BEGIN RECORDS TO USE

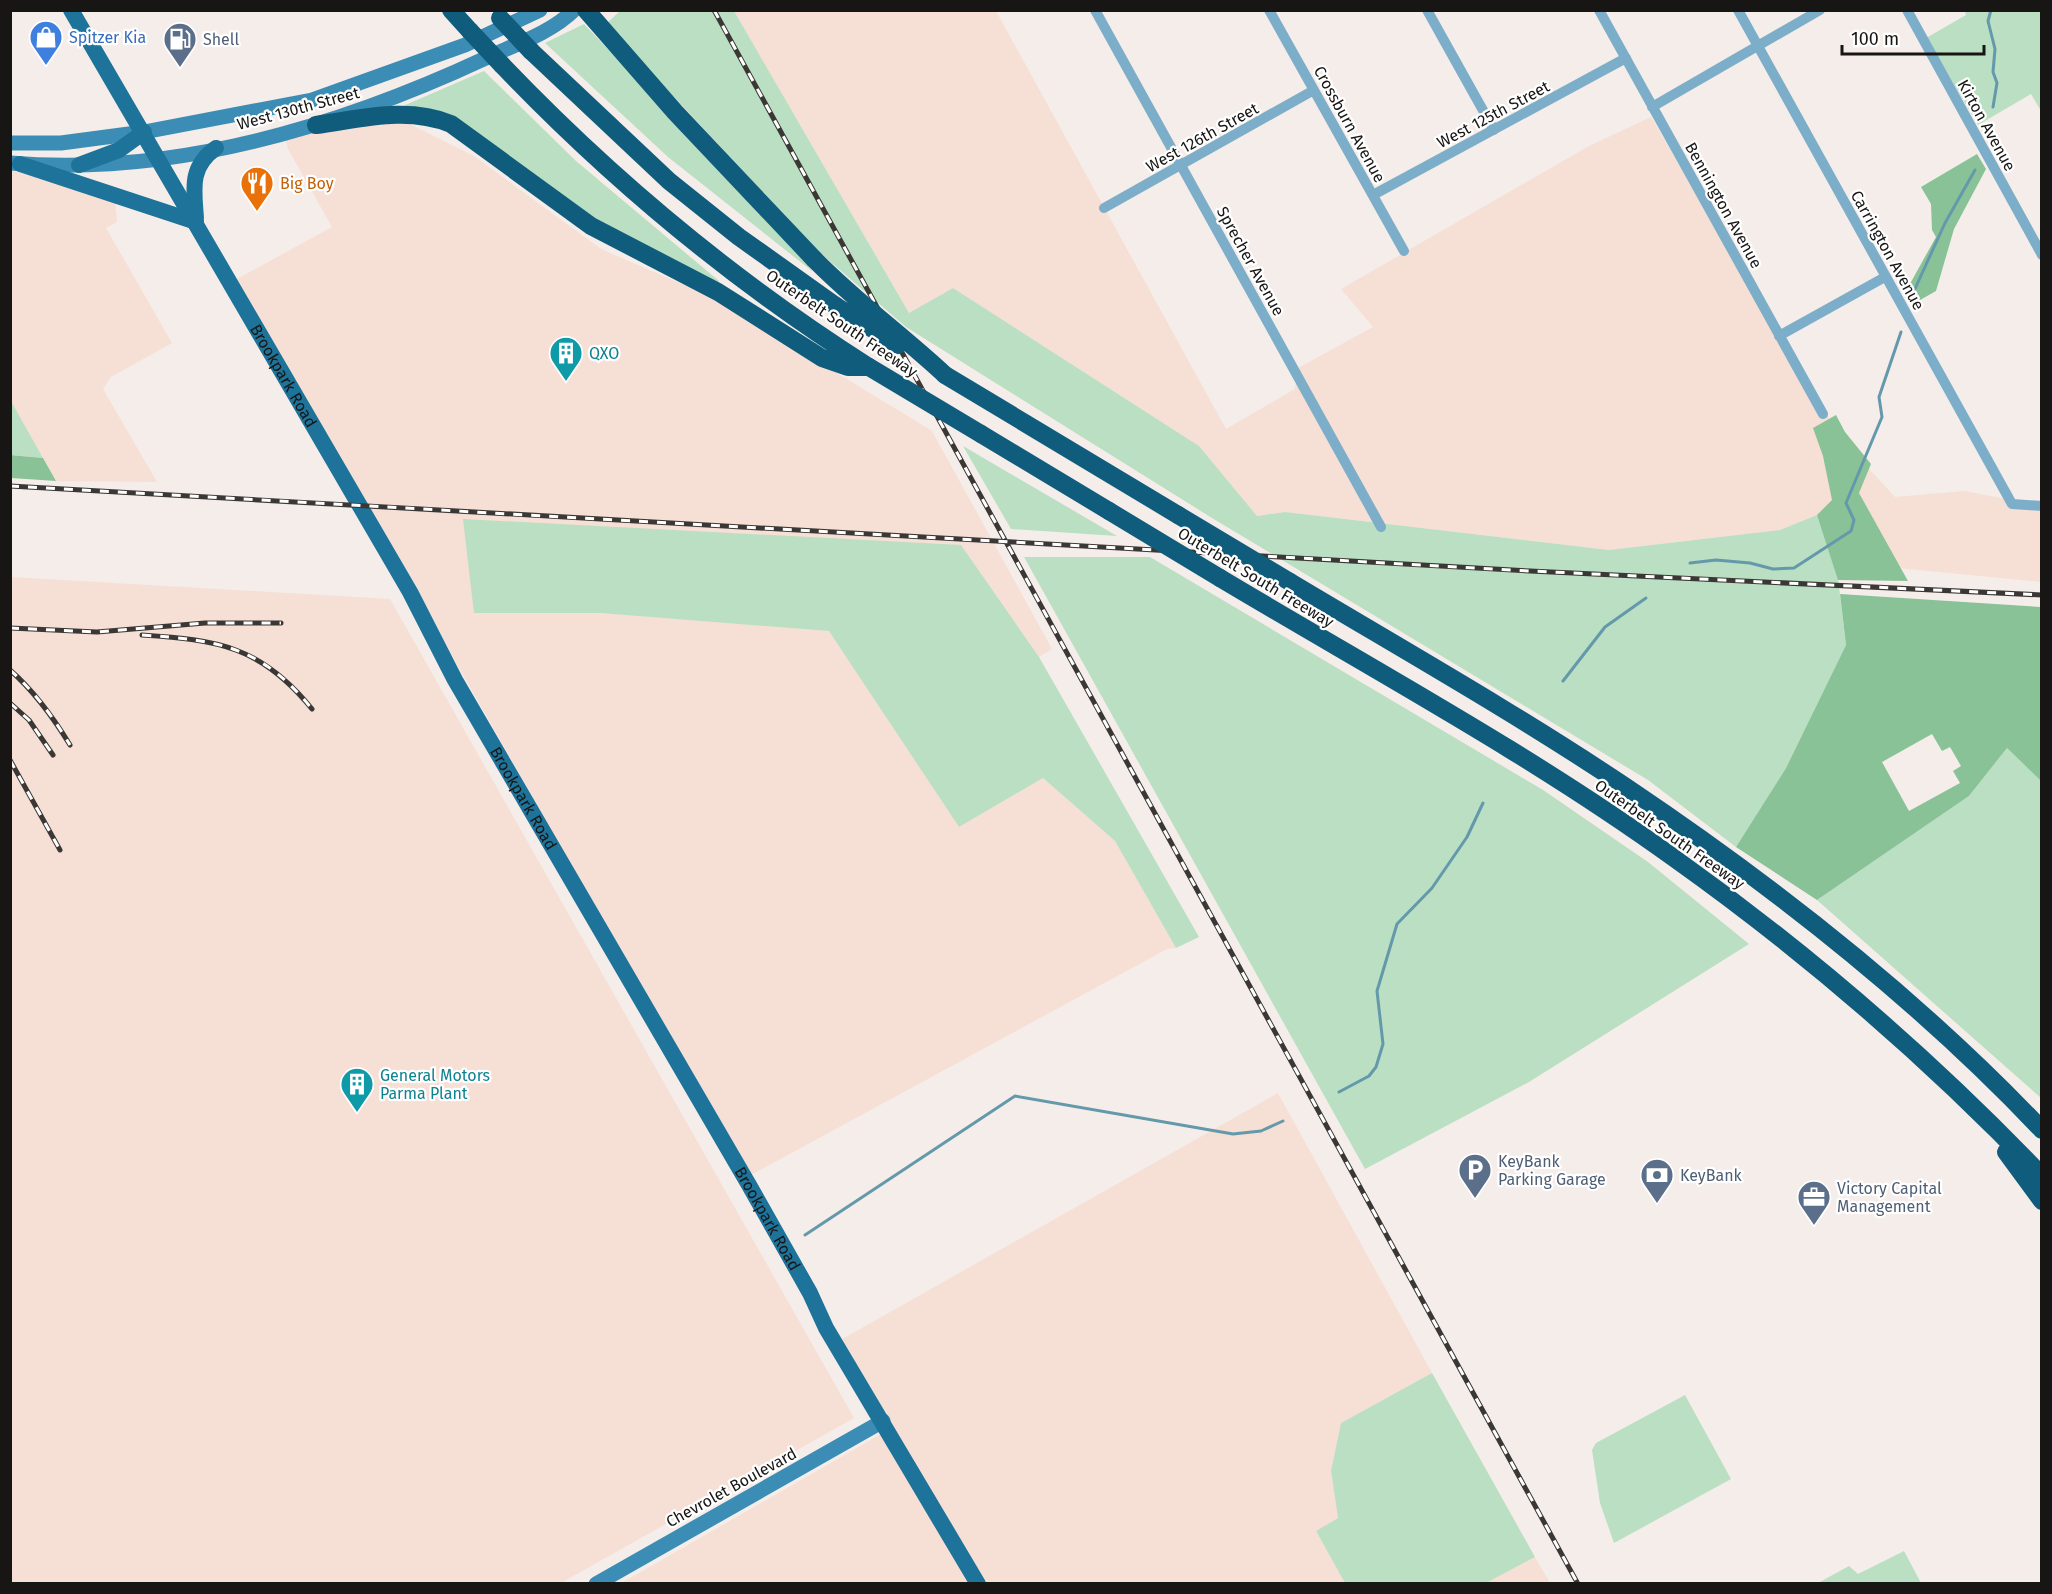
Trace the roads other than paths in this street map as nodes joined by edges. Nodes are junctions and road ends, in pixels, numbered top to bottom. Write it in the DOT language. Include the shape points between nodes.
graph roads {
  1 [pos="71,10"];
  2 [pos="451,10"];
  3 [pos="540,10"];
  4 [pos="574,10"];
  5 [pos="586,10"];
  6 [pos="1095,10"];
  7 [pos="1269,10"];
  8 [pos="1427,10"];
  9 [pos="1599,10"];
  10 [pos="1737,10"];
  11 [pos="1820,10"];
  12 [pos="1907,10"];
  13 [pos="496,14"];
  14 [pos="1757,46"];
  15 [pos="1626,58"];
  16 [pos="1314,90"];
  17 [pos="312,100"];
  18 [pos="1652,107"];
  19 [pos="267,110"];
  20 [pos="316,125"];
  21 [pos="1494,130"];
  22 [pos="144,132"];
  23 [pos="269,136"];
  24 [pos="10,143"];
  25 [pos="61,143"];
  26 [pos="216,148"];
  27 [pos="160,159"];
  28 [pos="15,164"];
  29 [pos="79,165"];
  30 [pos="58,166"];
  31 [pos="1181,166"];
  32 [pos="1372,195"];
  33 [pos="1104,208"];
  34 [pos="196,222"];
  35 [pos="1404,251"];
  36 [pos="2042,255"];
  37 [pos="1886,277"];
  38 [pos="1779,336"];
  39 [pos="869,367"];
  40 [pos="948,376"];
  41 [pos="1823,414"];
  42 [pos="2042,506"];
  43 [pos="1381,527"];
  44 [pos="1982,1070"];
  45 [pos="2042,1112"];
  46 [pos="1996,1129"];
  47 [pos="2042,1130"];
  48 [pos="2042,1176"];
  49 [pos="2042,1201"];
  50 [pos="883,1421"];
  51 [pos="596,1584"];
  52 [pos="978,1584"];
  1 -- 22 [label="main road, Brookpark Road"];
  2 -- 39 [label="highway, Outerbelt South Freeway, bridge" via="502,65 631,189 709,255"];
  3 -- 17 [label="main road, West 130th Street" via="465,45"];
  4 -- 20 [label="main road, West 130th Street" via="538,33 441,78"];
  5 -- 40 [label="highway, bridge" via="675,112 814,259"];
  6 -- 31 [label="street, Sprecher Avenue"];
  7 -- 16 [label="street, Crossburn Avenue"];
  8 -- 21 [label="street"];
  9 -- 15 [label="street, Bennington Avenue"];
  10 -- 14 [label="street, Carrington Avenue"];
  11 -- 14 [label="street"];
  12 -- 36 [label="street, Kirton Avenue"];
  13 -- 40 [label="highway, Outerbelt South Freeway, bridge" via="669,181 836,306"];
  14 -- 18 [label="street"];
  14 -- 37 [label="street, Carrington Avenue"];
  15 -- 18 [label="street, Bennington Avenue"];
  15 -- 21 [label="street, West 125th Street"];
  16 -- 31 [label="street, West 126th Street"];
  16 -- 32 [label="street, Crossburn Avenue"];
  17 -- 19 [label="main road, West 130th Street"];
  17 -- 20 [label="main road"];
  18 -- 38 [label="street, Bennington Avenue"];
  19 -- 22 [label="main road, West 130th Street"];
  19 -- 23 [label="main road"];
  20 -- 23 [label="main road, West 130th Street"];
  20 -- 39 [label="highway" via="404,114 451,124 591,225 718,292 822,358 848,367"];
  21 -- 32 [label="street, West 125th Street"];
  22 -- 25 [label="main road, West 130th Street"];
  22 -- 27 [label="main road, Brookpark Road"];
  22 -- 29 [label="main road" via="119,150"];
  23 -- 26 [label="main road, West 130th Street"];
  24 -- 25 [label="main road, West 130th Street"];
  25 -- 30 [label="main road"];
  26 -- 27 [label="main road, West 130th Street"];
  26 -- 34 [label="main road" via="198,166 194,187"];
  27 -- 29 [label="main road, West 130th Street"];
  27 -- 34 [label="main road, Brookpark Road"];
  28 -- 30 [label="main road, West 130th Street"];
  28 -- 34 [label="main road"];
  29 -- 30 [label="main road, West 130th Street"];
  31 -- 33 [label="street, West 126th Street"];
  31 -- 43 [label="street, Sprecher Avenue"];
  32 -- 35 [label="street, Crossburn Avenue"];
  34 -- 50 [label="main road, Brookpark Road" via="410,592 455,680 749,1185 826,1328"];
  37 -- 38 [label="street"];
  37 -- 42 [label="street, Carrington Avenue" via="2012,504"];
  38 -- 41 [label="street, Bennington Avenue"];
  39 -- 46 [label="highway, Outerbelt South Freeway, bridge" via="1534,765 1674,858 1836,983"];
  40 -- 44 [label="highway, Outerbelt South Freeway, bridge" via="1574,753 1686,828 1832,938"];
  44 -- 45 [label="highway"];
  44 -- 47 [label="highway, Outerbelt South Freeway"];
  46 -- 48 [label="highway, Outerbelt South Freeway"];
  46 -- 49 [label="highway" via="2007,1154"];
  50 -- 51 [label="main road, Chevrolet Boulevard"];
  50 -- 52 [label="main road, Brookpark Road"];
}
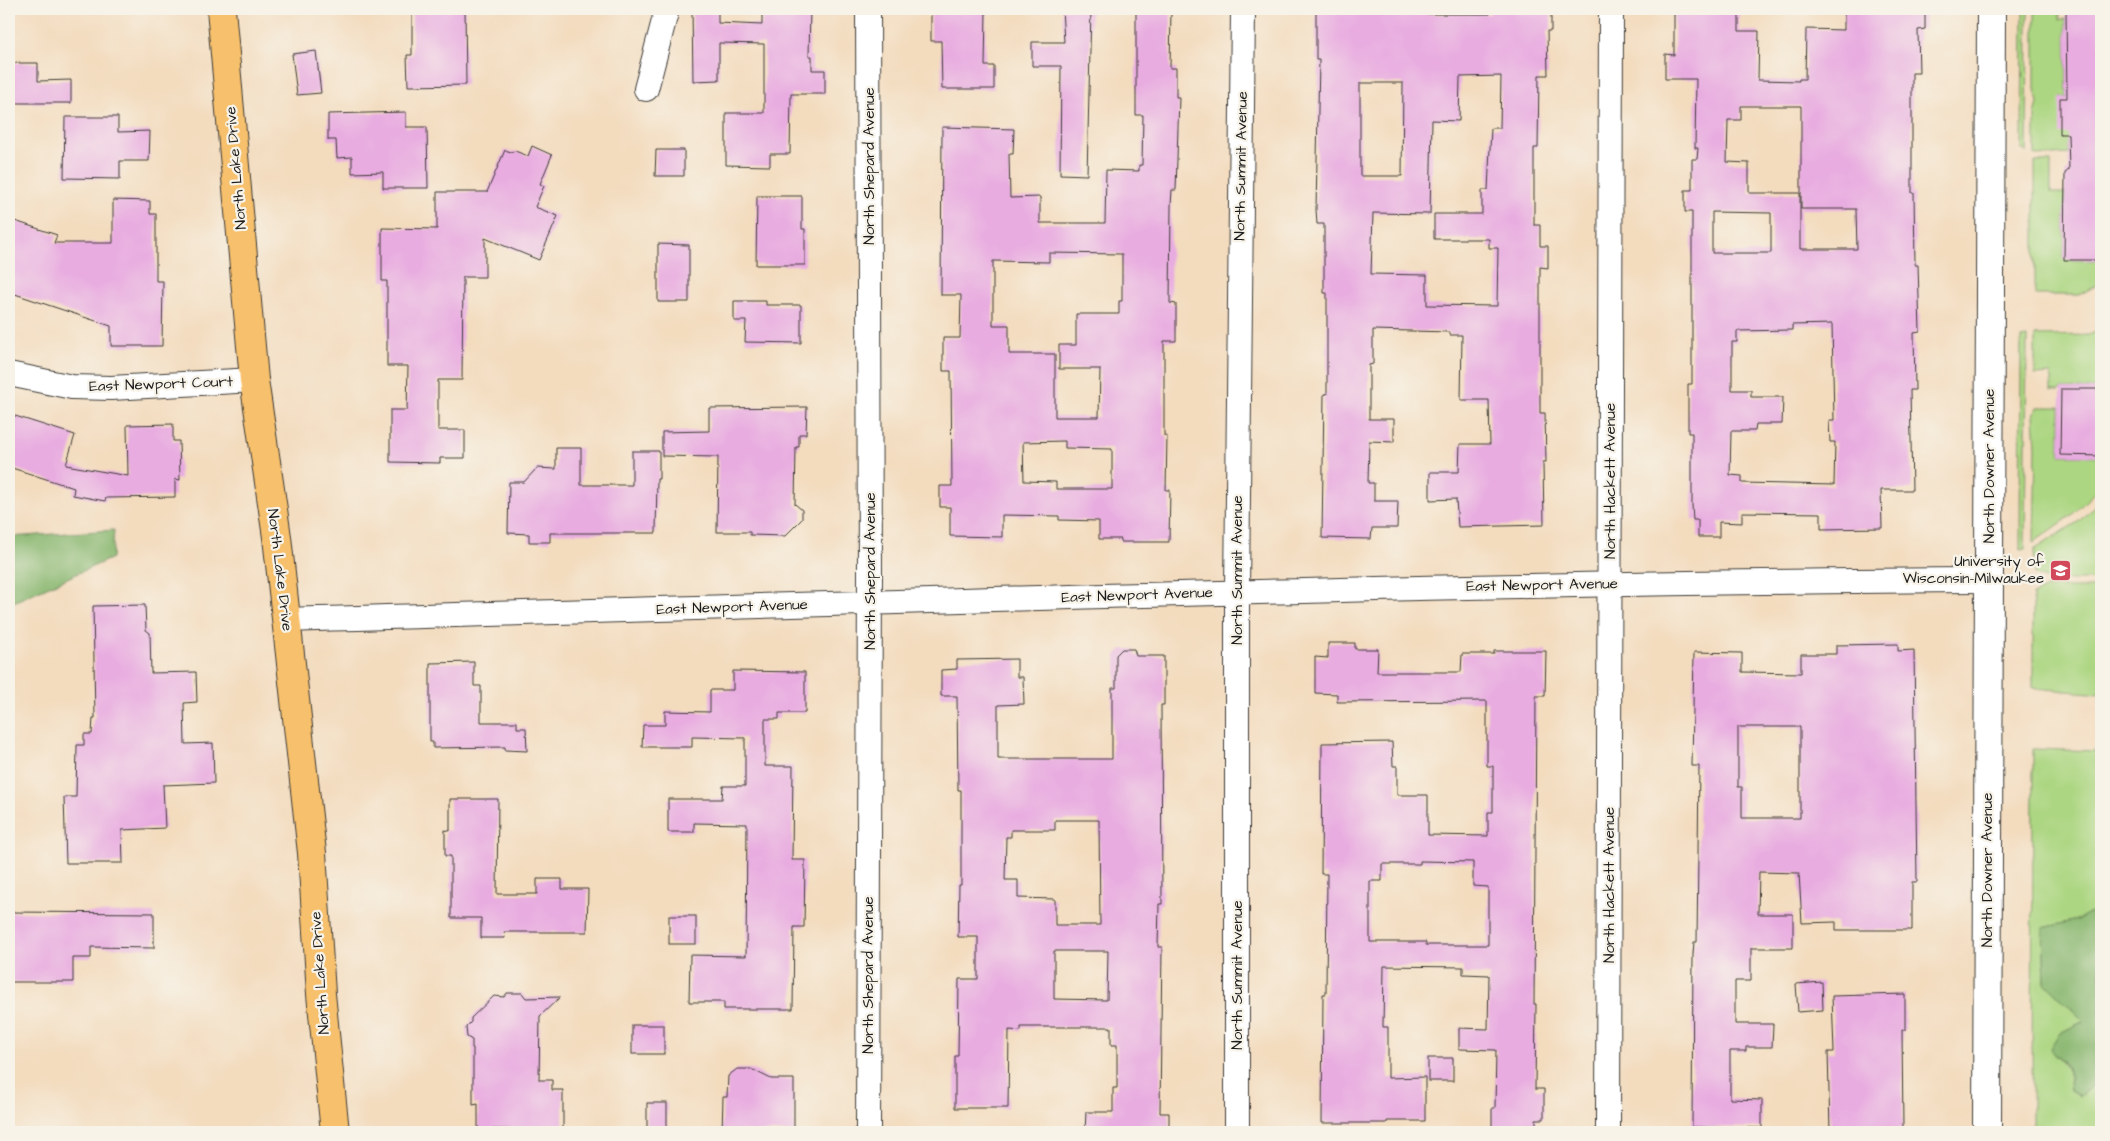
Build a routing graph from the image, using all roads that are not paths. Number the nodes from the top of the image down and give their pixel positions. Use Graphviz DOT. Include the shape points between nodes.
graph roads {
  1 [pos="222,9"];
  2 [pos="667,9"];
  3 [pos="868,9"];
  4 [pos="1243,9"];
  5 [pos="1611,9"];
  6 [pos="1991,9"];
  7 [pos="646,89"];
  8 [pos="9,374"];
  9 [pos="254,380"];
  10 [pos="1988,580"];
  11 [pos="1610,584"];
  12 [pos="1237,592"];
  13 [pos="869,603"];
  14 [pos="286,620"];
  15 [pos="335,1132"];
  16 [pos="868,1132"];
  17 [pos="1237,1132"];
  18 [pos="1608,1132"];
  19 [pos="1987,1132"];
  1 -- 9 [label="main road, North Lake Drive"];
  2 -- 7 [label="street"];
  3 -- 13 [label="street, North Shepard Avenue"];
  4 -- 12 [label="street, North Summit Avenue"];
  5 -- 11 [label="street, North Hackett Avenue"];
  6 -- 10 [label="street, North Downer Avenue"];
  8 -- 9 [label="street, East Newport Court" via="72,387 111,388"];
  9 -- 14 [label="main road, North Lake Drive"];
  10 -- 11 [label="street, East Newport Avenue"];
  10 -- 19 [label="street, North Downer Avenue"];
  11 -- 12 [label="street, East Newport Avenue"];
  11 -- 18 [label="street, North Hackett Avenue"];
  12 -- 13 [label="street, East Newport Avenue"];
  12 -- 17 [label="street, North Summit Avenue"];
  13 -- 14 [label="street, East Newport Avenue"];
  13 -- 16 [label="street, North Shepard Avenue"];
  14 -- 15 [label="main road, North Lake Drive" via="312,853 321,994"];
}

END RECORDS TO USE

**WHAT YOU WILL DO**
Lines above that have "bridge": copy each of them.

**ANSWER BOX**
  2 -- 39 [label="highway, Outerbelt South Freeway, bridge" via="502,65 631,189 709,255"];
  5 -- 40 [label="highway, bridge" via="675,112 814,259"];
  13 -- 40 [label="highway, Outerbelt South Freeway, bridge" via="669,181 836,306"];
  39 -- 46 [label="highway, Outerbelt South Freeway, bridge" via="1534,765 1674,858 1836,983"];
  40 -- 44 [label="highway, Outerbelt South Freeway, bridge" via="1574,753 1686,828 1832,938"];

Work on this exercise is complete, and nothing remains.